The Donmar Warehouse will stage the U.K. premiere of William Finn and Rachel Sheinkin's Broadway musical The 25th Annual Putnam County Spelling Bee next February, it was announced, alongside revivals of Pinter's Moonlight and Schiller's Luise Miller as part of its spring 2011 season.

Jamie Lloyd, currently directing Passion to open at the Donmar (Sept. 10-Nov. 27), will direct the Finn piece, which had a long run on Broadway.

Even bigger news came from The Royal Shakespeare Company, which announced that it will reopen its doors to the public to the refurbished Royal Shakespeare Theatre and adjoining Swan Theatre in its hometown of Stratford-upon-Avon on Nov. 24. Both venues have been shut for five years as part of a £112.8 million rebuilding and refurbishment program.
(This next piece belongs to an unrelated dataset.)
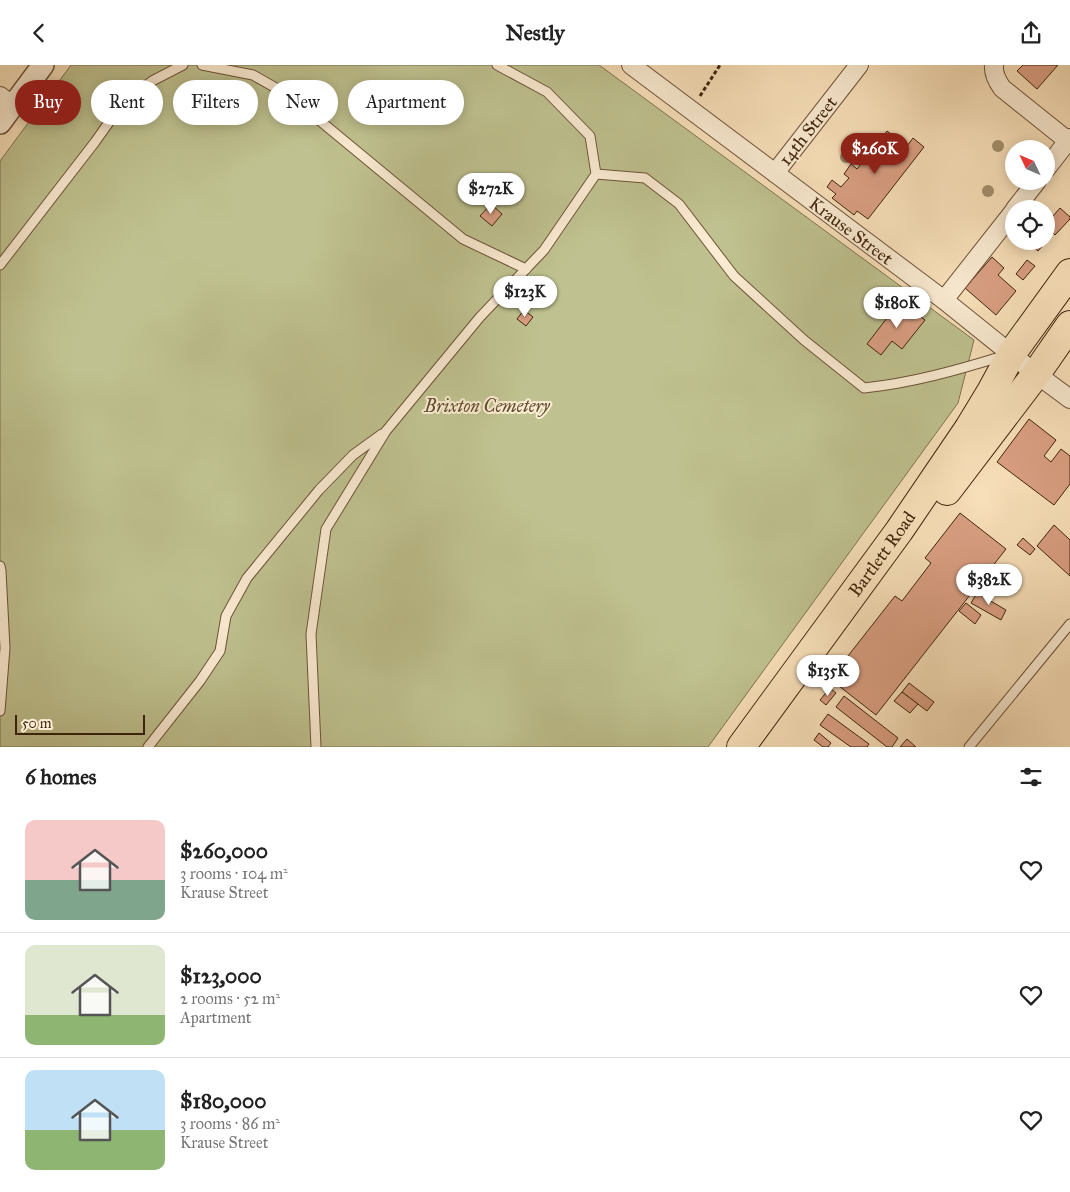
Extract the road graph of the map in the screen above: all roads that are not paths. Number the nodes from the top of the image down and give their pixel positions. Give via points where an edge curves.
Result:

The mainhouse Royal Shakespeare Theatre has been reconceived as a brand-new 1,000-seat thrust stage auditorium, and now shares a common entrance and foyer spaces with the Swan Theatre, to which it was previously unconnected. There are also new restaurants, including the Rooftop Restaurant and Riverside Cafe and terrace.

 

The inaugural season will include a series of preview events and activities that are designed to help test the spaces, before the current RSC ensemble will perform the first productions on the new RST stage, bringing their current productions of King Lear and Romeo and Juliet, respectively directed by David Farr and Rupert Goold, to the theatre after their winter seasons at London's Round House.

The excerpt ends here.